# June 2014 issue of Outside Magazine - Squirrel Watching Sunrise



## MichaelHodges (May 20, 2014)

If any of you happen to pick up the June issue of _Outside Magazine, _check out the last full page on the back (or the "parting shot") as it is known. It's a photo of a squirrel watching sunrise in Yosemite National Park, taken by yours truly.







-------------

http://michaelhodgesfiction.com/


----------



## mackguyver (May 20, 2014)

AWESOME SHOT!!! Congrats on the publication and Outside is a great magazine!


----------



## Don Haines (May 20, 2014)

Beautiful shot! Congratulations!


----------



## Click (May 20, 2014)

Great shot. Congratulations!


----------



## sanj (May 20, 2014)

Super super


----------



## Sporgon (May 20, 2014)

Great shot, congrats !


----------



## scottkinfw (May 20, 2014)

Very nice



Sporgon said:


> Great shot, congrats !


----------



## MichaelHodges (May 20, 2014)

Thanks, everyone! Much appreciated. 

Taken with my good old 17-40 and 50D.


----------



## Frodo (May 20, 2014)

MichaelHodges said:


> Taken with my good old 17-40 and 50D.


Nice photo.
How did you get close enough?


----------



## dhr90 (May 20, 2014)

Excellent shot!


----------



## MichaelHodges (May 20, 2014)

Frodo said:


> MichaelHodges said:
> 
> 
> > Taken with my good old 17-40 and 50D.
> ...



Hi Frodo,

Everyone who worked in the park told me to visit Glacier Point at sunset, so the light would be on the granite domes. So I did the exact opposite and went at dark, pre-sunrise. I sat on the rocks quietly and waited for the sun to rise. As I did, the squirrel came closer and closer. Eventually, both the squirrel and I watched the sunset, about four feet apart form each other. I took some shots during that time, but wasn't happy with them. So I backed off the rocks and got behind the squirrel as it continued to watch sunrise.

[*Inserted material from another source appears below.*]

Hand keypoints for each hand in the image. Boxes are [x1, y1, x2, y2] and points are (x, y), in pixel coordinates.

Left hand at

One of the coolest moments I've ever had in nature, and I won't forget it. The key was avoiding people at all costs. I had the place to myself because it wasn't deemed "as good" at sunrise.


----------



## Famateur (May 20, 2014)

It's not often we get to enjoy moments like that, but to capture it in such a beautiful image is most excellent. Well done. Thanks for sharing!


----------



## roguewave (May 20, 2014)

MichaelHodges said:


> ...
> One of the coolest moments I've ever had in nature, and I won't forget it. The key was avoiding people at all costs. I had the place to myself because it wasn't deemed "as good" at sunrise.

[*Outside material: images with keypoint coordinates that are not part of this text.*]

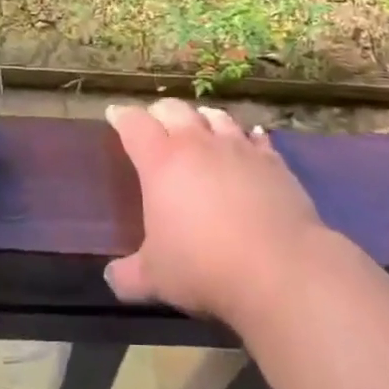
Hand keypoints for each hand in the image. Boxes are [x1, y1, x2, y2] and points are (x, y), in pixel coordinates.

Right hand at [104, 99, 326, 330]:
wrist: (278, 268)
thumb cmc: (203, 267)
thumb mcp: (155, 278)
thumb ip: (128, 275)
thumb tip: (110, 277)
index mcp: (161, 162)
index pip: (134, 125)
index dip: (122, 117)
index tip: (114, 114)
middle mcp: (198, 144)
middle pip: (174, 110)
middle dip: (160, 112)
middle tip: (154, 120)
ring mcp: (238, 148)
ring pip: (216, 116)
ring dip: (203, 117)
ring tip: (200, 121)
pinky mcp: (273, 161)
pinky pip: (256, 138)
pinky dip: (248, 136)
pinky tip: (250, 138)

Or because you were the only one willing to get up in the middle of the night and get to location before sunrise . Either way, very nice shot and congrats on the publication!


----------



## JumboShrimp (May 21, 2014)

Incredibly cute shot!

BTW - Did you happen to ask the squirrel if he/she enjoyed the sunrise?


----------



## MichaelHodges (May 21, 2014)

roguewave said:


> MichaelHodges said:
> 
> 
> > ...
> ...




Well said, lol. That's basically what it came down to. And thanks!


----------



## old-pr-pix (May 21, 2014)

Excellent shot and top notch mag. placement. Wonderful addition to your portfolio. Congrats.


----------



## MichaelHodges (May 21, 2014)

Thank you, old-pr-pix.


----------



## Quasimodo (May 21, 2014)

Great shot, and congrats on the publication. That must feel good


----------



## Northstar (May 21, 2014)

MichaelHodges said:


> If any of you happen to pick up the June issue of _Outside Magazine, _check out the last full page on the back (or the "parting shot") as it is known. It's a photo of a squirrel watching sunrise in Yosemite National Park, taken by yours truly.
> 
> 
> 
> ...




What a great story and image!


----------



## Maximilian (May 21, 2014)

MichaelHodges said:


> Everyone who worked in the park told me to visit Glacier Point at sunset, so the light would be on the granite domes. So I did the exact opposite and went at dark, pre-sunrise. I sat on the rocks quietly and waited for the sun to rise. As I did, the squirrel came closer and closer. Eventually, both the squirrel and I watched the sunset, about four feet apart form each other. I took some shots during that time, but wasn't happy with them. So I backed off the rocks and got behind the squirrel as it continued to watch sunrise.
> 
> One of the coolest moments I've ever had in nature, and I won't forget it. The key was avoiding people at all costs. I had the place to myself because it wasn't deemed "as good" at sunrise.


Maaaaaaan!   

Michael, please forgive me my first thought :-[ , but it was "That must be photoshoped!” 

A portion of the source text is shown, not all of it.